Felipe Oliveira: violinista indaiatubano é spalla na OCAM-USP

De Indaiatuba para o Brasil, Felipe hoje é destaque como primeiro-violino da orquestra de câmara da USP

A história de Felipe Oliveira com o violino não se resume a um amor à primeira vista. Quanto tinha dez anos, sua mãe o colocou para fazer aulas de violão no Projeto Guri, em Indaiatuba, e ele não gostou. Demonstrou interesse pelo violino e começou a fazer aulas. “Confesso que não deu certo a princípio, minha hiperatividade não contribuiu comigo. Larguei tudo de música em menos de um ano e fui andar de skate”, diverte-se contando. Três anos depois, ao frequentar a Igreja Batista sentiu muita vontade de tocar na banda da igreja e recorreu ao violino guardado. A paixão pelo som chegou e Felipe retornou para o Projeto Guri com seu violino e, desde então, nunca mais largou a música. “Fiz dois anos de Projeto Guri e foi um dos momentos mais felizes da minha vida musical, foi onde eu tive o primeiro contato com a música”, revela.

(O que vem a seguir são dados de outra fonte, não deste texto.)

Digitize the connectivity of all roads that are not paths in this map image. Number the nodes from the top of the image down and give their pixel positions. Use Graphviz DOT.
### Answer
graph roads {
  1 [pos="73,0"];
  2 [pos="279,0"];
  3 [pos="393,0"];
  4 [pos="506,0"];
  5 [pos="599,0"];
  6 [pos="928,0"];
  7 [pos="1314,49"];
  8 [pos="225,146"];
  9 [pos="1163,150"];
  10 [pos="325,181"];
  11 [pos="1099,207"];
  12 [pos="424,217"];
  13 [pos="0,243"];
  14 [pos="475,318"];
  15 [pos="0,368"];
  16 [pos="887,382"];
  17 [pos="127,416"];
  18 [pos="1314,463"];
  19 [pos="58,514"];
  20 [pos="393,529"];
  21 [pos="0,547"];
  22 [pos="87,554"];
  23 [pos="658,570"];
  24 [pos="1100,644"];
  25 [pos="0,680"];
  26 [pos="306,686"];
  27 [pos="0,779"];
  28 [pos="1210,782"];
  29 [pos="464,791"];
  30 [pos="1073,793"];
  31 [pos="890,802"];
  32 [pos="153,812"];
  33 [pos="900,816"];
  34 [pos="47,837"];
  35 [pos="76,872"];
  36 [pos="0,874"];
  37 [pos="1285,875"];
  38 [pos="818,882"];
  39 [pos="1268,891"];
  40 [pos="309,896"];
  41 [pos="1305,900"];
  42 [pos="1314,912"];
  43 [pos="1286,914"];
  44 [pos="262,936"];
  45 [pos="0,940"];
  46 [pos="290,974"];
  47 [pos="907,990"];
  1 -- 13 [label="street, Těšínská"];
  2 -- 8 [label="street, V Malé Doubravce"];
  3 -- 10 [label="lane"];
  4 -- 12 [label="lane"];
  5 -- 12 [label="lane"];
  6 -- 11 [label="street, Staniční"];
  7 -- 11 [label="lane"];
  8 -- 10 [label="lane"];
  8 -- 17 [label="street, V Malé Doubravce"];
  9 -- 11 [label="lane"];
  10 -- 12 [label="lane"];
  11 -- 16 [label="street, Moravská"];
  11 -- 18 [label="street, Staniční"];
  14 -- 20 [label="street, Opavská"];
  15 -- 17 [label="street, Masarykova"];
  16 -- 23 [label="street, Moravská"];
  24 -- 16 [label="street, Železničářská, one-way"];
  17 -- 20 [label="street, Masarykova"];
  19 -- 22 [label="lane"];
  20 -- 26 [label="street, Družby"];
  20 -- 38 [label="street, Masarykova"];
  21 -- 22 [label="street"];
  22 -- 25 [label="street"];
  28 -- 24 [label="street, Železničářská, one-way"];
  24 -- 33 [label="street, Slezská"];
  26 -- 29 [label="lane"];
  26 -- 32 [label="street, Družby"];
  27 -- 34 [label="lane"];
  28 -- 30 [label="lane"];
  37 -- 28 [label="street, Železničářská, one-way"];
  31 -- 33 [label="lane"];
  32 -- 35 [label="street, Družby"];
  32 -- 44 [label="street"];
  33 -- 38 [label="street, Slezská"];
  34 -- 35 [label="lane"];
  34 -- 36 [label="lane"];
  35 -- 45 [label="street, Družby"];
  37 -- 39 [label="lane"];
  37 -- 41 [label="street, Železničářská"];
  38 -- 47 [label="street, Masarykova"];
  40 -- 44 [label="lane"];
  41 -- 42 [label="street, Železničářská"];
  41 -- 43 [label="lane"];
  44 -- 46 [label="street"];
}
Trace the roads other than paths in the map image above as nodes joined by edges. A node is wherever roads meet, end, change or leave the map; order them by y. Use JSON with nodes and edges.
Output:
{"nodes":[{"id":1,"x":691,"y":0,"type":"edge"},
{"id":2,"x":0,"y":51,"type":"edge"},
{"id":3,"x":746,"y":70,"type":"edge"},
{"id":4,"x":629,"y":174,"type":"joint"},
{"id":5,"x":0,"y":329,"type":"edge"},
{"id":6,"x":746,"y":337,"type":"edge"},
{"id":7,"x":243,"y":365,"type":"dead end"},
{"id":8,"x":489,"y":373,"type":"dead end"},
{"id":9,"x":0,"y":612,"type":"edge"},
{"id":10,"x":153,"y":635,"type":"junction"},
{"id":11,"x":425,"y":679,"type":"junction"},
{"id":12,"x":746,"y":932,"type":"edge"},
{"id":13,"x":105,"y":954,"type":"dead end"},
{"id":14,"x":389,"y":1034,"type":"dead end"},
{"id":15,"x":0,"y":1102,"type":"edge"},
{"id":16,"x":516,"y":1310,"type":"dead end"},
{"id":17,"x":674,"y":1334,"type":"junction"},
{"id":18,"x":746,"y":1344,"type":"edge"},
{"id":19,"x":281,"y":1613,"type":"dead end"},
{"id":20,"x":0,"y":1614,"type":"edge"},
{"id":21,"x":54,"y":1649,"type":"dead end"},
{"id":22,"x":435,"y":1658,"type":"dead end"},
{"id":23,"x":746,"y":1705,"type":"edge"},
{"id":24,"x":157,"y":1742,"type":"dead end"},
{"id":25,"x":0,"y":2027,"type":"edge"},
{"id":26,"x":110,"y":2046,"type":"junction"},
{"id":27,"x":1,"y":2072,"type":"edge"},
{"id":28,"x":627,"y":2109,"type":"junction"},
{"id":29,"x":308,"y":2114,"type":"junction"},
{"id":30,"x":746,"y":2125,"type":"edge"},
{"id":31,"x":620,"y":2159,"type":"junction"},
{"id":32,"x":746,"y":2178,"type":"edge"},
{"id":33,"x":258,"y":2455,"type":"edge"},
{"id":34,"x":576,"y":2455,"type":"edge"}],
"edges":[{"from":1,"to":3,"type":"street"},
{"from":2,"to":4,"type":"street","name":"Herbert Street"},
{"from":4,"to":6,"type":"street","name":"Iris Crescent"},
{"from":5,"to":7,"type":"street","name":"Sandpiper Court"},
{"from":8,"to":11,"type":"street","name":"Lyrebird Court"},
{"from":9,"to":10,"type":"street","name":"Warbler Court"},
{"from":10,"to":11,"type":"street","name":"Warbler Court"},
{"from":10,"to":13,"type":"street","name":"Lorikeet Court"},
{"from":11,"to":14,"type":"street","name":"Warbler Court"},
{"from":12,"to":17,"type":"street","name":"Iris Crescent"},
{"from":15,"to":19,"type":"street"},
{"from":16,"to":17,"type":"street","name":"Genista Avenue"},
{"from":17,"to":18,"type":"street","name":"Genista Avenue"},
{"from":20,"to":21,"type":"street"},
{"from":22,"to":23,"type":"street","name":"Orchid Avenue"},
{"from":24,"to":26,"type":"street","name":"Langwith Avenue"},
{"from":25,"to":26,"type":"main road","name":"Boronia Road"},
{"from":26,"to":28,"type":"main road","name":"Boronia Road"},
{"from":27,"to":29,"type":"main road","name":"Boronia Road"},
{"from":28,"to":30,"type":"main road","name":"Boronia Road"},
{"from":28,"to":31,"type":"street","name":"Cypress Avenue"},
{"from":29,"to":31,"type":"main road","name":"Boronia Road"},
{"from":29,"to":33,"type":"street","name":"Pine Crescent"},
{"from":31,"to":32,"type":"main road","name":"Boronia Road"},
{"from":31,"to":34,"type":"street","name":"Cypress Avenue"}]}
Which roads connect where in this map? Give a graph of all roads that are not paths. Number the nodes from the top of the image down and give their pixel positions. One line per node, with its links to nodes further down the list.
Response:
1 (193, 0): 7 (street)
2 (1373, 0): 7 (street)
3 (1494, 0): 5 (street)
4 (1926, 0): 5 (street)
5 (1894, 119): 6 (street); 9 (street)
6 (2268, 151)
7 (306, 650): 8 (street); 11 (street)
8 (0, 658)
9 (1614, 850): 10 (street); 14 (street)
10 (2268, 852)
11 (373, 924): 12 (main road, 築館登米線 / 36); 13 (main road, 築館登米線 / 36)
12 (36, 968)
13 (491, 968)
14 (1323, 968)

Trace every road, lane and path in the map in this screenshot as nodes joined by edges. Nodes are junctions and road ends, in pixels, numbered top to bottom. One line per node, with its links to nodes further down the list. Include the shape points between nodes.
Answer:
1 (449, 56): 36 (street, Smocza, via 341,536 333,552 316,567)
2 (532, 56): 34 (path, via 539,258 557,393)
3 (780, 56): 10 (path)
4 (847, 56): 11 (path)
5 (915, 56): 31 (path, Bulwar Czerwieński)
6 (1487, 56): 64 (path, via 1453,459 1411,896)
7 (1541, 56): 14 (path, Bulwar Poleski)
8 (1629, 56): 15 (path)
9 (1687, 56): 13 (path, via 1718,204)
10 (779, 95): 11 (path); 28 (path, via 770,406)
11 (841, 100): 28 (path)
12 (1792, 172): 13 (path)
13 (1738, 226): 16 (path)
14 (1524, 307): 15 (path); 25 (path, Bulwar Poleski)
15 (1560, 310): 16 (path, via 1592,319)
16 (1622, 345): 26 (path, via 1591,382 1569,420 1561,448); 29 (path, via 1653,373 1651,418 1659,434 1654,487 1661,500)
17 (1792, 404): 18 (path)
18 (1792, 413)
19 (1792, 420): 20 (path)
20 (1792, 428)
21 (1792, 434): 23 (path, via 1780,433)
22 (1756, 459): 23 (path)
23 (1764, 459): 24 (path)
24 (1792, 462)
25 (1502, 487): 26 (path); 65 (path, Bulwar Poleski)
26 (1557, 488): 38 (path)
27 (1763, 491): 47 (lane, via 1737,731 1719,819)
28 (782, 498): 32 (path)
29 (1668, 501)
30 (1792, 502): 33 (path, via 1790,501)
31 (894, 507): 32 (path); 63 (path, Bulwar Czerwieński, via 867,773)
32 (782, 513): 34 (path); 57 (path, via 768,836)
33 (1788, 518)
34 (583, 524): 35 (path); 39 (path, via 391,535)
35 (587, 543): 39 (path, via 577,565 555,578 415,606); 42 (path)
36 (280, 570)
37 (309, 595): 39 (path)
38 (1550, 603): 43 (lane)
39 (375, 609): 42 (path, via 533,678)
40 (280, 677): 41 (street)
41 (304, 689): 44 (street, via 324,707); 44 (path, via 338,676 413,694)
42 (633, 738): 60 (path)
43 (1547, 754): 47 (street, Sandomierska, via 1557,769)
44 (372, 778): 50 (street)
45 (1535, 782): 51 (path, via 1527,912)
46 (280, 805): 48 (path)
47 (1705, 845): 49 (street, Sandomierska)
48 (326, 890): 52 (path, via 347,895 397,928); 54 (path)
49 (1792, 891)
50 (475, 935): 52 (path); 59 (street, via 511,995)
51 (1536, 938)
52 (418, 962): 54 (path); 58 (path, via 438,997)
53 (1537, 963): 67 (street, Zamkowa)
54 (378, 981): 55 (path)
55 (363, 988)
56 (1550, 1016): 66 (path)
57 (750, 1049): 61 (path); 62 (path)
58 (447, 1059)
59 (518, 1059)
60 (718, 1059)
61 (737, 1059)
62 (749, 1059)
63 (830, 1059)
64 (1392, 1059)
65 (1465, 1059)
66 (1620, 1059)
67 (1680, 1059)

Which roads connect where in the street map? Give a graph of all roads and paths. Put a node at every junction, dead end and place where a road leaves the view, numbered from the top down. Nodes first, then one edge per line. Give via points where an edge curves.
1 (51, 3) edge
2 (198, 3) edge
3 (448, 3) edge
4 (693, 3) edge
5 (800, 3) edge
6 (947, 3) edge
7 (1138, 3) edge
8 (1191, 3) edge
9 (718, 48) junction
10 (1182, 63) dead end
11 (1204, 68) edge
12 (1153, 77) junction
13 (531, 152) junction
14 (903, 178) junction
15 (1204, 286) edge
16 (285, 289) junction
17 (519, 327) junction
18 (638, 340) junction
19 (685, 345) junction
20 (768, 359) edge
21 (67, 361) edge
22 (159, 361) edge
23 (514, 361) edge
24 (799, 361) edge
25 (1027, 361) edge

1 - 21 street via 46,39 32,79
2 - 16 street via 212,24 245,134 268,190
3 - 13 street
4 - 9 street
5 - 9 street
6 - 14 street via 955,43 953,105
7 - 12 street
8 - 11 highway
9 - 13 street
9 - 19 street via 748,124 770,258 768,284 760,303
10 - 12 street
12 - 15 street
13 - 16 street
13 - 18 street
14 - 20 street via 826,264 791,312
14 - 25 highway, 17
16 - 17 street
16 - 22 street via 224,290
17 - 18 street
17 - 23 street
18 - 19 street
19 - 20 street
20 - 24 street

Hoje, Felipe é Spalla na OCAM (Orquestra de Câmara da ECA – USP). Seu cargo é de primeiro-violinista da orquestra, o patamar mais elevado depois do maestro. Depois do Projeto Guri, Felipe frequentou o Conservatório de Tatuí, fez aulas particulares com o violinista Fabio Chamma, em São Paulo e cursou Música na Faculdade Cantareira, na classe de violino da professora Betina Stegmann. “Um mês depois de entrar na faculdade fiz um teste na OCAM e tive a felicidade de passar em terceiro lugar numa lista de mais de 45 violinistas concorrentes. Nunca imaginei que passaria, mas, graças a Deus deu certo e minha história com a OCAM iniciou-se”, detalha.

O violinista conta que nunca teve dúvidas de que música era o que queria fazer profissionalmente. Aos 17 anos de idade já tocava profissionalmente em eventos e na Orquestra Sinfônica de Indaiatuba. “A orquestra foi e ainda é uma incubadora de talentos. Além de mim há muitos talentos dentro dela que se tornaram profissionais da música. Então, quando comecei a estudar em Tatuí, aos 15 anos, eu já sabia que minha vida seria a música”, revela Felipe, que dedica de três a sete horas do seu dia à prática do violino. Além disso, há outras atividades ligadas à música. Ainda esse ano o filme “Eu sou Brasileiro”, do cineasta Alessandro Barros, será lançado e conta com trilha sonora de Felipe. No último dia 13 de abril, o violinista esteve de volta a Orquestra Sinfônica de Indaiatuba para um evento especial, uma apresentação musical que aconteceu no CIAEI, onde ele era convidado. “Ah, que alegria! Guardo um carinho

muito grande pela Orquestra Sinfônica de Indaiatuba e pelos amigos que lá construí durante todos esses anos. Isso, além da música, é o que tornou mais especial este concerto, pois estou fazendo o que amo junto com pessoas queridas, amigos de infância e de música. A música gera emoção, reflexão, sensações e sentimentos! Por si só ela já faz tudo isso, quando os músicos estão em sintonia, aí a música faz mágica!”, finaliza.